Saved entries

++++++++++++++++++++

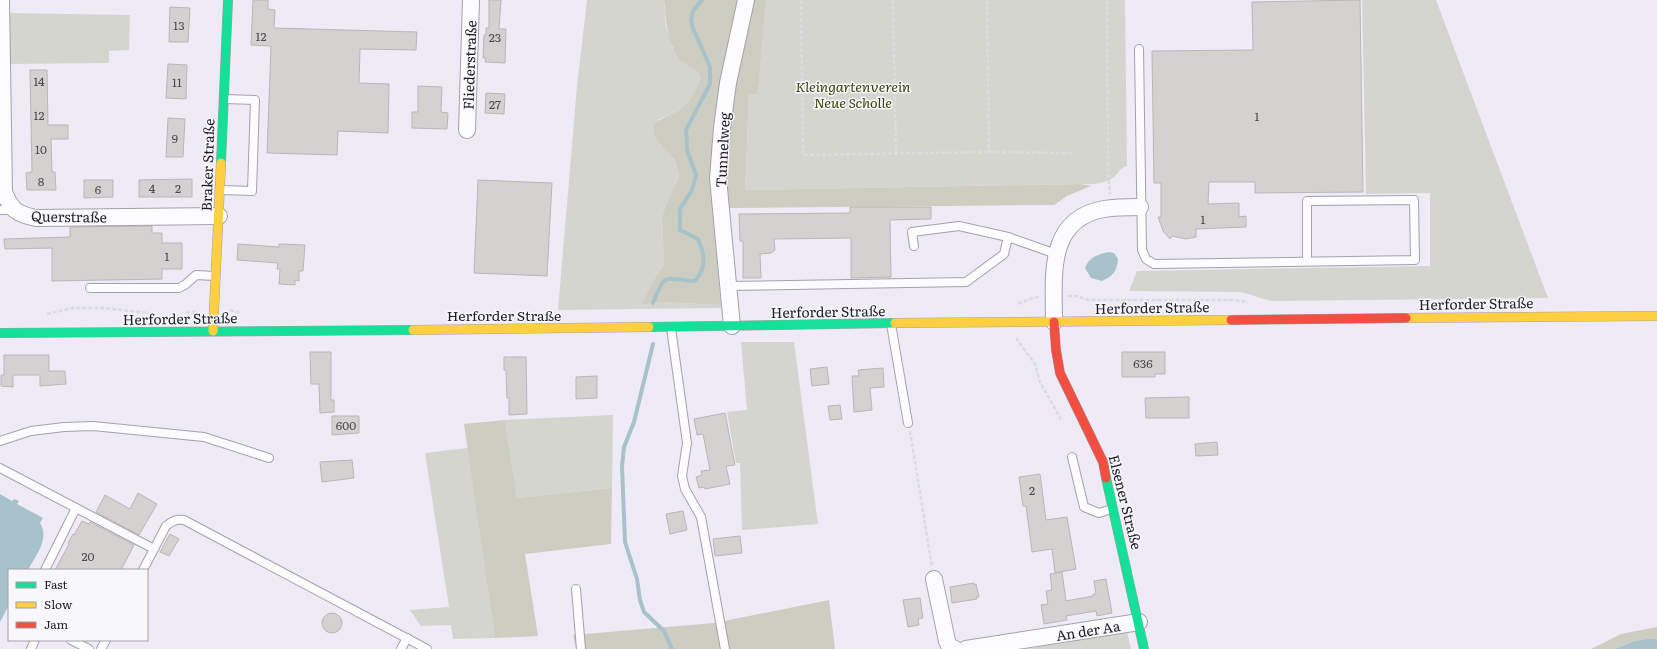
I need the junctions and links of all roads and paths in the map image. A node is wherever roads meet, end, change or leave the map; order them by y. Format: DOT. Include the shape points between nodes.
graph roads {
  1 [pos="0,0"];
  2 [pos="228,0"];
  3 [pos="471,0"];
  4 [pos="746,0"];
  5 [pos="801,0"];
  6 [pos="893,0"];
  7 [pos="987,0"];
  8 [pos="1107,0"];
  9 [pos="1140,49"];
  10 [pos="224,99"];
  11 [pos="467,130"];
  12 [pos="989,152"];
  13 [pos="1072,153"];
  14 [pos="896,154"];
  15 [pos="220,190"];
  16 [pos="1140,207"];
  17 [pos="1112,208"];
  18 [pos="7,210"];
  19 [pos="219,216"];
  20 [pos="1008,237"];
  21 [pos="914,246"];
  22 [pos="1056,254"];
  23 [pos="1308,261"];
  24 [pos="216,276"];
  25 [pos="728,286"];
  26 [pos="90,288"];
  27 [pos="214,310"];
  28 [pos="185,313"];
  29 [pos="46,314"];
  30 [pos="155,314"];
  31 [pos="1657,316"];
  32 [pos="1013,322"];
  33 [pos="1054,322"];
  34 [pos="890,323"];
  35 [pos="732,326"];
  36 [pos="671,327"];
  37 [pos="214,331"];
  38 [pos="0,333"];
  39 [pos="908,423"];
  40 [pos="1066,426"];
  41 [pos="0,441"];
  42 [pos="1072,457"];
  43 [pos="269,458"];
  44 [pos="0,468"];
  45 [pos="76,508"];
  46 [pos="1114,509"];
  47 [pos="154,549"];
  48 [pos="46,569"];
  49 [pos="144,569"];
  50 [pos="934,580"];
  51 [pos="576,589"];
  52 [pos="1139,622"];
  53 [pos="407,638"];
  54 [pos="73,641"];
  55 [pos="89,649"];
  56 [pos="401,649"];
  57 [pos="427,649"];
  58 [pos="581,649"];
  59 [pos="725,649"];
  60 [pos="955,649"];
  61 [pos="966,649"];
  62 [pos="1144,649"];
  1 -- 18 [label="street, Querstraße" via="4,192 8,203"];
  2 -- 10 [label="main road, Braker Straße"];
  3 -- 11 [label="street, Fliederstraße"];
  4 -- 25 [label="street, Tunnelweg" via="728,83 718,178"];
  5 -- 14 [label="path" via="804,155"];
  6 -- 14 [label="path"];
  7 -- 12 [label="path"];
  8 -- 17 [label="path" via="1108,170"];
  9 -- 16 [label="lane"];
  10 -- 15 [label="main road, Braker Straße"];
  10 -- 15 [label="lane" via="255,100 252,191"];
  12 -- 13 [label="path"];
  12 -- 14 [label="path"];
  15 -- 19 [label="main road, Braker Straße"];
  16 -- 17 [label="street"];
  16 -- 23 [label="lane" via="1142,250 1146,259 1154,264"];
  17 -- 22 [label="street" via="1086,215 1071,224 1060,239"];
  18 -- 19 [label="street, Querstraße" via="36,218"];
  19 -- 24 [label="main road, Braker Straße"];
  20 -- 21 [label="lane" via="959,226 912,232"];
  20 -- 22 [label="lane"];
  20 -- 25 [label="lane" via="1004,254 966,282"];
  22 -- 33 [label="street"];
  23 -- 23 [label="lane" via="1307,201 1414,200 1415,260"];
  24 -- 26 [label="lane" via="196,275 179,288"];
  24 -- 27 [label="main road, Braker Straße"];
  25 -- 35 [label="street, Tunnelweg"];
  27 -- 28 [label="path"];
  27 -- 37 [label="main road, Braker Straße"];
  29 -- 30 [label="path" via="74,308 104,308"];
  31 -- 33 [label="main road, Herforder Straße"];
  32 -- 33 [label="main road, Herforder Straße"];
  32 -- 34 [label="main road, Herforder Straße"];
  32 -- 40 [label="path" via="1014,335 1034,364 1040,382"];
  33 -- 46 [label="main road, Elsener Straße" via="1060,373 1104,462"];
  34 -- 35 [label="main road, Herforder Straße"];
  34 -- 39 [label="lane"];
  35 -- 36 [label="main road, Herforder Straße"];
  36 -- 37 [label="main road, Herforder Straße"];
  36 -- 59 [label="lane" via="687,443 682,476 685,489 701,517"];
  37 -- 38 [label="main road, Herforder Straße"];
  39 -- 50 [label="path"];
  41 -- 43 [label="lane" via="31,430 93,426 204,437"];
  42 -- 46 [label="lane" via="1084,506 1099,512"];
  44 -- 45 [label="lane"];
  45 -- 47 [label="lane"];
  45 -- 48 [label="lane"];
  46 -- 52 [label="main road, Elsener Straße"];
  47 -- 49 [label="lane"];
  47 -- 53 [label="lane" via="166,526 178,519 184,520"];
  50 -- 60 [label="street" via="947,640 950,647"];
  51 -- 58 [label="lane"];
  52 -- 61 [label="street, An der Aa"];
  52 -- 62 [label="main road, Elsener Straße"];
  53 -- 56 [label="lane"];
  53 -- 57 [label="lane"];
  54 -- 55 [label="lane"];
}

++++++++++++++++++++

ASSIGNMENT >> A single number is requested: the count of lines in the data that hold "Querstraße".

RESULT BELOW >> 2